Ragam Tradisi Nusantara Warnai Sambut Datangnya Bulan Ramadan

  • 16 Feb 2026 15:25 WIB
  •  Kendari

RRI.CO.ID, Kendari - Masyarakat Indonesia memiliki beragam tradisi lokal dalam menyambut datangnya bulan suci Ramadan yang diwariskan secara turun-temurun. Tradisi tersebut tidak hanya menjadi bentuk persiapan spiritual, tetapi juga sarana mempererat hubungan sosial dan menjaga nilai budaya di tengah masyarakat.

Di wilayah Jawa Tengah dan Jawa Timur, masyarakat mengenal tradisi megengan yang biasanya diisi doa bersama serta pembagian kue apem sebagai simbol permohonan maaf. Kegiatan ini menjadi momentum refleksi diri sekaligus ajang silaturahmi sebelum memasuki masa ibadah puasa.

Sementara itu, masyarakat Sunda di Jawa Barat memiliki tradisi munggahan yang dilakukan dengan berkumpul bersama keluarga, makan bersama, dan berziarah ke makam leluhur. Munggahan dimaknai sebagai upaya membersihkan diri lahir dan batin agar dapat menjalani Ramadan dengan lebih khusyuk.

Di Aceh, tradisi meugang menjadi bagian penting menjelang Ramadan, yakni membeli dan mengolah daging untuk disantap bersama keluarga maupun dibagikan kepada tetangga. Tradisi ini menegaskan nilai kebersamaan dan kepedulian sosial yang kuat dalam kehidupan masyarakat Aceh.

Masyarakat Minangkabau di Sumatera Barat juga memiliki tradisi balimau yang dilakukan dengan mandi menggunakan air jeruk atau wewangian sebagai simbol penyucian diri. Meski kini lebih banyak dimaknai secara simbolis, balimau tetap menjadi penanda budaya menjelang datangnya Ramadan.

Menurut berbagai catatan budaya Kementerian Pendidikan, Kebudayaan, Riset, dan Teknologi, tradisi menyambut Ramadan di Indonesia mencerminkan akulturasi antara ajaran agama dan kearifan lokal. Keberagaman tradisi ini memperlihatkan bagaimana nilai spiritual dapat berjalan selaras dengan identitas budaya masyarakat di berbagai daerah.
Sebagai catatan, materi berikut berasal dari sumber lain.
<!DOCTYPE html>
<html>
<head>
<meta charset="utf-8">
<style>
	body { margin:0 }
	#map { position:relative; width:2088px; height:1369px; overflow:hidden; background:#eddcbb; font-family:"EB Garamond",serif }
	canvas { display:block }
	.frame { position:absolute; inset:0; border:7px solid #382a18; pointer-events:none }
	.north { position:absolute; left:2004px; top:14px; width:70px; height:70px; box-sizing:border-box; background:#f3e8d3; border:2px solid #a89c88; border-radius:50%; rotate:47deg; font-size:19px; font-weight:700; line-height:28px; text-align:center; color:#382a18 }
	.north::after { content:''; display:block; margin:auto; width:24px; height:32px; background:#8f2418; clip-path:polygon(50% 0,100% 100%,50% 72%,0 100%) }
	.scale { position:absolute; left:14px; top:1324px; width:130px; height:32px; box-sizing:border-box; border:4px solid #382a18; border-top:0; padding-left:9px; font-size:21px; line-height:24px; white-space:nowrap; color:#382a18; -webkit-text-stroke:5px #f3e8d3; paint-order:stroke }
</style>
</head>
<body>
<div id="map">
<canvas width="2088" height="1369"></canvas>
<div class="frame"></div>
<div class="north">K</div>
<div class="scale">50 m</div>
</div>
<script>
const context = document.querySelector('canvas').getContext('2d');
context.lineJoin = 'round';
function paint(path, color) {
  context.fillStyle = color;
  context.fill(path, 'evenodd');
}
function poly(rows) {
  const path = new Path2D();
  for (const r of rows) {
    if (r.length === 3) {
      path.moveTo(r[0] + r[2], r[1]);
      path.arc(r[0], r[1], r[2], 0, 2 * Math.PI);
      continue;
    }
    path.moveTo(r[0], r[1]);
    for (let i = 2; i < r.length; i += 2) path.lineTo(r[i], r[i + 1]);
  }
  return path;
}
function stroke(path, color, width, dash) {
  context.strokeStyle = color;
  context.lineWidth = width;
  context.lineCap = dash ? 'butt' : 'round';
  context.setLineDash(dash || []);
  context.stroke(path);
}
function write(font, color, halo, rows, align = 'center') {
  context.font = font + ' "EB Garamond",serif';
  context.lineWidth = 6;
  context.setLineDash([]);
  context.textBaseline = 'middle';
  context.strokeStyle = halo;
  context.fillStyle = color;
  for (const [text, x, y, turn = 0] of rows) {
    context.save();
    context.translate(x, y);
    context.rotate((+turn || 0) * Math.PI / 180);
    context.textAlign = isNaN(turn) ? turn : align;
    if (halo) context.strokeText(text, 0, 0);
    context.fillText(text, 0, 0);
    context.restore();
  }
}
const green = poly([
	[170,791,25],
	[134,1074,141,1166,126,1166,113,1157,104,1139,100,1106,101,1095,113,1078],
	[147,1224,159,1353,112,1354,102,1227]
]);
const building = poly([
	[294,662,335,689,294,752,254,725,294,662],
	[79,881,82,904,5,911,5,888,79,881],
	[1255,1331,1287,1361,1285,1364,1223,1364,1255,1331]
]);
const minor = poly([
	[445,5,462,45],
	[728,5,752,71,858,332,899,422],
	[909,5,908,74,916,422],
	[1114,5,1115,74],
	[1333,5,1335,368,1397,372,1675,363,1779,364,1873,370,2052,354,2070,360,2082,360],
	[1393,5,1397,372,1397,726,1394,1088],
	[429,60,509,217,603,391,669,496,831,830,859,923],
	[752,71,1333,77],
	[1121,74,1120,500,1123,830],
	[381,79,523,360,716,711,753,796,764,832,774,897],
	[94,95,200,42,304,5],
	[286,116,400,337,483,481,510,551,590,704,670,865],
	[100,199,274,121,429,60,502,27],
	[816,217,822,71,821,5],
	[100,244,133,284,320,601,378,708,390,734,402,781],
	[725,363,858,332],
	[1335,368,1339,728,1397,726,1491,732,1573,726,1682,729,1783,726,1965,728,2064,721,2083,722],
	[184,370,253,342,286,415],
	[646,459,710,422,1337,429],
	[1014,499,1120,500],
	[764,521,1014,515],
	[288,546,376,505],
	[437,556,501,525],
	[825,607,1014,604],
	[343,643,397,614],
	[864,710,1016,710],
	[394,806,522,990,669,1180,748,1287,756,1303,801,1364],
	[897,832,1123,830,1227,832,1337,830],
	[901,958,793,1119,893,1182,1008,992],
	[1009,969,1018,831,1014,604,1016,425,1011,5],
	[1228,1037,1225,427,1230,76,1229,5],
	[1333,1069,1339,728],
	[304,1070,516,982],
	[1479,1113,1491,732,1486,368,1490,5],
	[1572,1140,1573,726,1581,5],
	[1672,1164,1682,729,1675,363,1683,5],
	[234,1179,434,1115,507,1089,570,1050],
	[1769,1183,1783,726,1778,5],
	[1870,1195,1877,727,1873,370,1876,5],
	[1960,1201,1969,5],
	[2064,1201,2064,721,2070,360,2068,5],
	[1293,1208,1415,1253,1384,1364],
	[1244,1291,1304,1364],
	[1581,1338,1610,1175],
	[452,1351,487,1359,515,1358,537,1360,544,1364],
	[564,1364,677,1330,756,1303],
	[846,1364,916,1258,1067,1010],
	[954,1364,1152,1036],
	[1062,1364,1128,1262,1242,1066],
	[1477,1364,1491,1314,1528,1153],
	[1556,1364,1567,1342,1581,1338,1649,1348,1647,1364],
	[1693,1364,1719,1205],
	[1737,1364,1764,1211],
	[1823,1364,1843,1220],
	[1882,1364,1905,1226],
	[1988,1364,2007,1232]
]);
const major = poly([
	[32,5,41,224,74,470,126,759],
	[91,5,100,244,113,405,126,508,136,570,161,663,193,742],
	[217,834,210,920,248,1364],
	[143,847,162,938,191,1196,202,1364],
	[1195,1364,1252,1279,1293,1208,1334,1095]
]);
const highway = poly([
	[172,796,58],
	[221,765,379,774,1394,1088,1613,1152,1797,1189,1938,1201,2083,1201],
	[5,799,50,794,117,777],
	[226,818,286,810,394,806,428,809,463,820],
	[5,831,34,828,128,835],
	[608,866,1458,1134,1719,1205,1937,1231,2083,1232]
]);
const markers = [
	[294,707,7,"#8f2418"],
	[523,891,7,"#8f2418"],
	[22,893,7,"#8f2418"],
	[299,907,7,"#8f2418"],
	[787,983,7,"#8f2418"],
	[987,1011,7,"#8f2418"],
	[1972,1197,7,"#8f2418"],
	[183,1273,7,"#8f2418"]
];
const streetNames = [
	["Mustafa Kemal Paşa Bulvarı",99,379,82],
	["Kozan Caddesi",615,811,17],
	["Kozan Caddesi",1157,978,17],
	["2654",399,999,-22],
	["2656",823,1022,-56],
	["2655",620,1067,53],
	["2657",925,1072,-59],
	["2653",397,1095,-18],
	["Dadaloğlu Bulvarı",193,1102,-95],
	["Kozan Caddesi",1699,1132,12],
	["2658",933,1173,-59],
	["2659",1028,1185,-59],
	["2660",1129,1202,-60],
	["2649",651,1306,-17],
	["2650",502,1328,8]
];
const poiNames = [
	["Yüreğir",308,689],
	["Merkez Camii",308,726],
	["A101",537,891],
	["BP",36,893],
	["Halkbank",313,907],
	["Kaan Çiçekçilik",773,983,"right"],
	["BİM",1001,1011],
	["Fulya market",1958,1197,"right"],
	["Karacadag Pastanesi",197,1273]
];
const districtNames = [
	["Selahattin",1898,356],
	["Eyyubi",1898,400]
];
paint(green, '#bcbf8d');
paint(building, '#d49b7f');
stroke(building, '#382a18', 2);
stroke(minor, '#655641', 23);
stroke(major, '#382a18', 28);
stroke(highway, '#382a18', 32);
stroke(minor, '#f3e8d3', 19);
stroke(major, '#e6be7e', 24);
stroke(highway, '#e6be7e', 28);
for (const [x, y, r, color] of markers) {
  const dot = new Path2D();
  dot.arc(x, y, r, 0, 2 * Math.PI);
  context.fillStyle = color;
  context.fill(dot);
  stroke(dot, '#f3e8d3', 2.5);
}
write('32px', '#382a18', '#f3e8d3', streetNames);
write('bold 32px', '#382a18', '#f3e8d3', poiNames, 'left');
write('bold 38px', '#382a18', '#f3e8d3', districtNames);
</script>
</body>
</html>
Selain menjaga nilai religius, tradisi-tradisi tersebut juga memiliki dampak ekonomi melalui kegiatan pasar dadakan, kuliner khas, dan wisata budaya yang menarik minat masyarakat luas. Kehadiran tradisi lokal menjelang Ramadan sekaligus memperkuat identitas kebinekaan Indonesia yang hidup melalui praktik budaya sehari-hari.